** Opening Available data block **
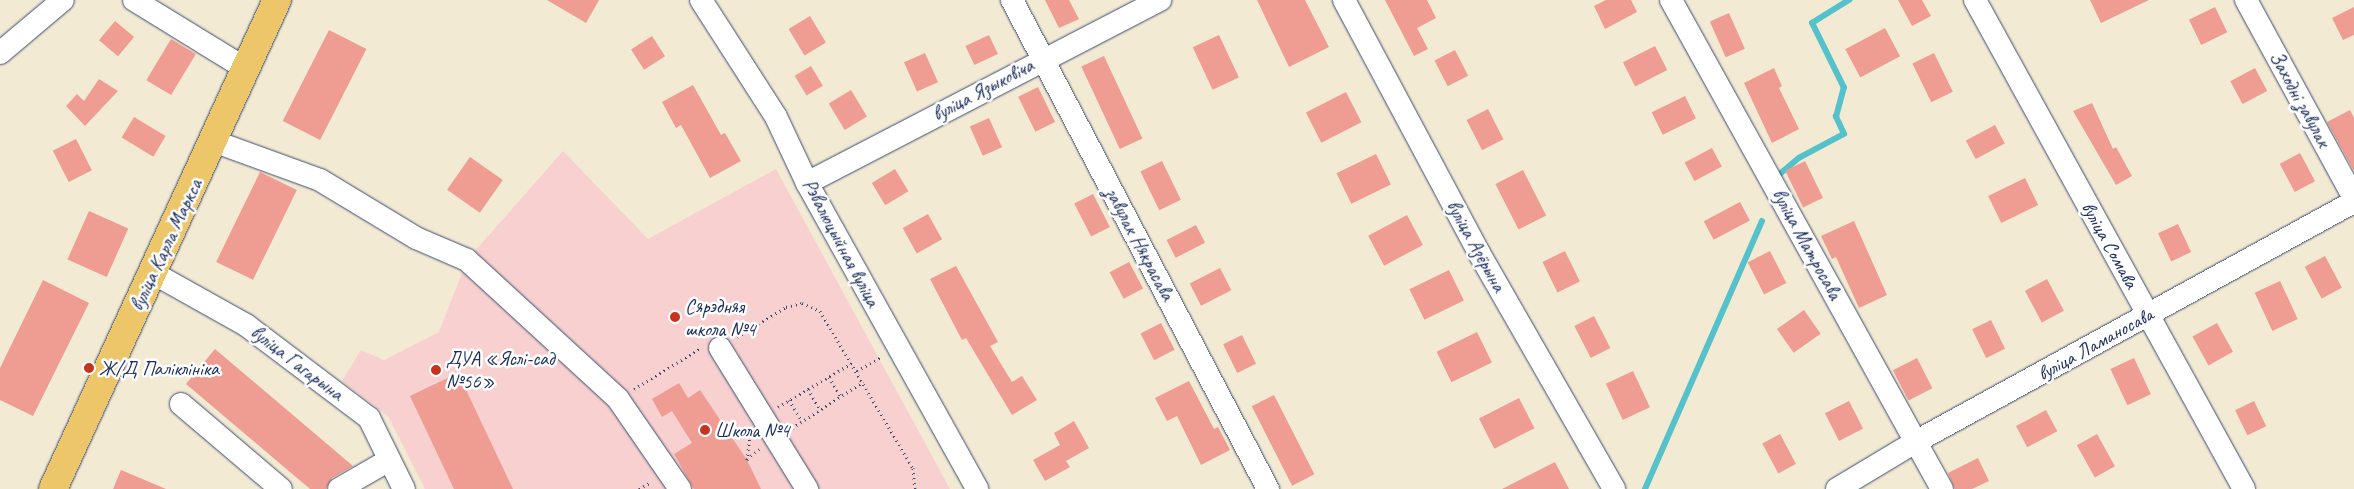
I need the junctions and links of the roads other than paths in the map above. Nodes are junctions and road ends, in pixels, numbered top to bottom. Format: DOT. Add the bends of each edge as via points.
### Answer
graph roads {
  1 [pos="63,0"];
  2 [pos="134,0"];
  3 [pos="277,0"];
  4 [pos="701,0"];
  5 [pos="1012,0"];
  6 [pos="1160,0"];
  7 [pos="1344,0"];
  8 [pos="1671,0"];
  9 [pos="1975,0"];
  10 [pos="2246,0"];
  11 [pos="0,53"];
  12 [pos="1043,59"];
  13 [pos="246,69"];
  14 [pos="213,141"];
  15 [pos="807,183"];
  16 [pos="2354,198"];
  17 [pos="2354,202"];
  18 [pos="153,273"];
  19 [pos="2148,314"];
  20 [pos="715,350"];
  21 [pos="181,404"];
  22 [pos="1918,441"];
  23 [pos="389,460"];
  24 [pos="53,489"];
  25 [pos="280,489"];
  26 [pos="339,489"];
  27 [pos="404,489"];
  28 [pos="680,489"];
  29 [pos="807,489"];
  30 [pos="977,489"];
  31 [pos="1268,489"];
  32 [pos="1614,489"];
  33 [pos="1837,489"];
  34 [pos="1942,489"];
  35 [pos="2244,489"];
  1 -- 11 [label="street"];
  2 -- 13 [label="street"];
  3 -- 13 [label="main road, вуліца Карла Маркса"];
  4 -- 15 [label="street, Рэвалюцыйная вуліца" via="776,117"];
  5 -- 12 [label="street, завулак Някрасава"];
  6 -- 12 [label="street, вуліца Языковіча"];
  7 -- 32 [label="street, вуліца Азёрына" via="1479,253"];
  8 -- 22 [label="street, вуліца Матросава"];
  9 -- 19 [label="street, вуліца Сомава"];
  10 -- 16 [label="street, Заходні завулак"];
  12 -- 15 [label="street, вуліца Языковіча"];
  12 -- 31 [label="street, завулак Някрасава"];
  13 -- 14 [label="main road, вуліца Карла Маркса"];
  14 -- 18 [label="main road, вуліца Карла Маркса"];
  14 -- 28 [label="street" via="320,180 416,238 467,260 618,399"];
  15 -- 30 [label="street, Рэвалюцыйная вуліца"];
  17 -- 19 [label="street, вуліца Ламаносава"];
  18 -- 23 [label="street, вуліца Гагарына" via="246,325 369,418"];
  18 -- 24 [label="main road, вуліца Карла Маркса"];
  19 -- 22 [label="street, вуліца Ламаносава"];
  19 -- 35 [label="street, вуліца Сомава"];
  20 -- 29 [label="street" via="762,416"];
  21 -- 25 [label="street"];
  22 -- 33 [label="street, вуліца Ламаносава"];
  22 -- 34 [label="street, вуліца Матросава"];
  23 -- 26 [label="street"];
  23 -- 27 [label="street, вуліца Гагарына"];
}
** Closing Available data block **
### Instructions to follow:
Restate the material word for word; no picture should appear in the copy.

### Expected answer:
I need the junctions and links of the roads other than paths in the map above. Nodes are junctions and road ends, in pixels, numbered top to bottom. Format: DOT. Add the bends of each edge as via points.
### Answer
graph roads {
  1 [pos="63,0"];
  2 [pos="134,0"];
  3 [pos="277,0"];
  4 [pos="701,0"];
  5 [pos="1012,0"];
  6 [pos="1160,0"];
  7 [pos="1344,0"];
  8 [pos="1671,0"];
  9 [pos="1975,0"];
  10 [pos="2246,0"];
  11 [pos="0,53"];
  12 [pos="1043,59"];
  13 [pos="246,69"];
  14 [pos="213,141"];
  15 [pos="807,183"];
  16 [pos="2354,198"];
  17 [pos="2354,202"];
  18 [pos="153,273"];
  19 [pos="2148,314"];
  20 [pos="715,350"];
  21 [pos="181,404"];
  22 [pos="1918,441"];
  23 [pos="389,460"];
  24 [pos="53,489"];
  25 [pos="280,489"];
  26 [pos="339,489"];
  27 [pos="404,489"];
  28 [pos="680,489"];
  29 [pos="807,489"];
  30 [pos="977,489"];
  31 [pos="1268,489"];
  32 [pos="1614,489"];
  33 [pos="1837,489"];
  34 [pos="1942,489"];
  35 [pos="2244,489"];
  1 -- 11 [label="street"];
  2 -- 13 [label="street"];
  3 -- 13 [label="main road, вуліца Карла Маркса"];
  4 -- 15 [label="street, Рэвалюцыйная вуліца" via="776,117"];
  5 -- 12 [label="street, завулак Някрасава"];
  6 -- 12 [label="street, вуліца Языковіча"];
  7 -- 32 [label="street, вуліца Азёрына" via="1479,253"];
  8 -- 22 [label="street, вуліца Матросава"];
  9 -- 19 [label="street, вуліца Сомава"];
  10 -- 16 [label="street, Заходні завулак"];
  12 -- 15 [label="street, вуліца Языковіча"];
  12 -- 31 [label="street, завулак Някрасава"];
  13 -- 14 [label="main road, вуліца Карла Маркса"];
  14 -- 18 [label="main road, вуліца Карла Маркса"];
  14 -- 28 [label="street" via="320,180 416,238 467,260 618,399"];
  15 -- 30 [label="street, Рэвалюцыйная вуліца"];
  17 -- 19 [label="street, вуліца Ламаносава"];
  18 -- 23 [label="street, вуліца Гагарына" via="246,325 369,418"];
  18 -- 24 [label="main road, вуліца Карла Маркса"];
  19 -- 22 [label="street, вуліца Ламаносава"];
  19 -- 35 [label="street, вуліца Сомава"];
  20 -- 29 [label="street" via="762,416"];
  21 -- 25 [label="street"];
  22 -- 33 [label="street, вуліца Ламаносава"];
  22 -- 34 [label="street, вуліца Матросава"];
  23 -- 26 [label="street"];
  23 -- 27 [label="street, вуліца Гагарына"];
}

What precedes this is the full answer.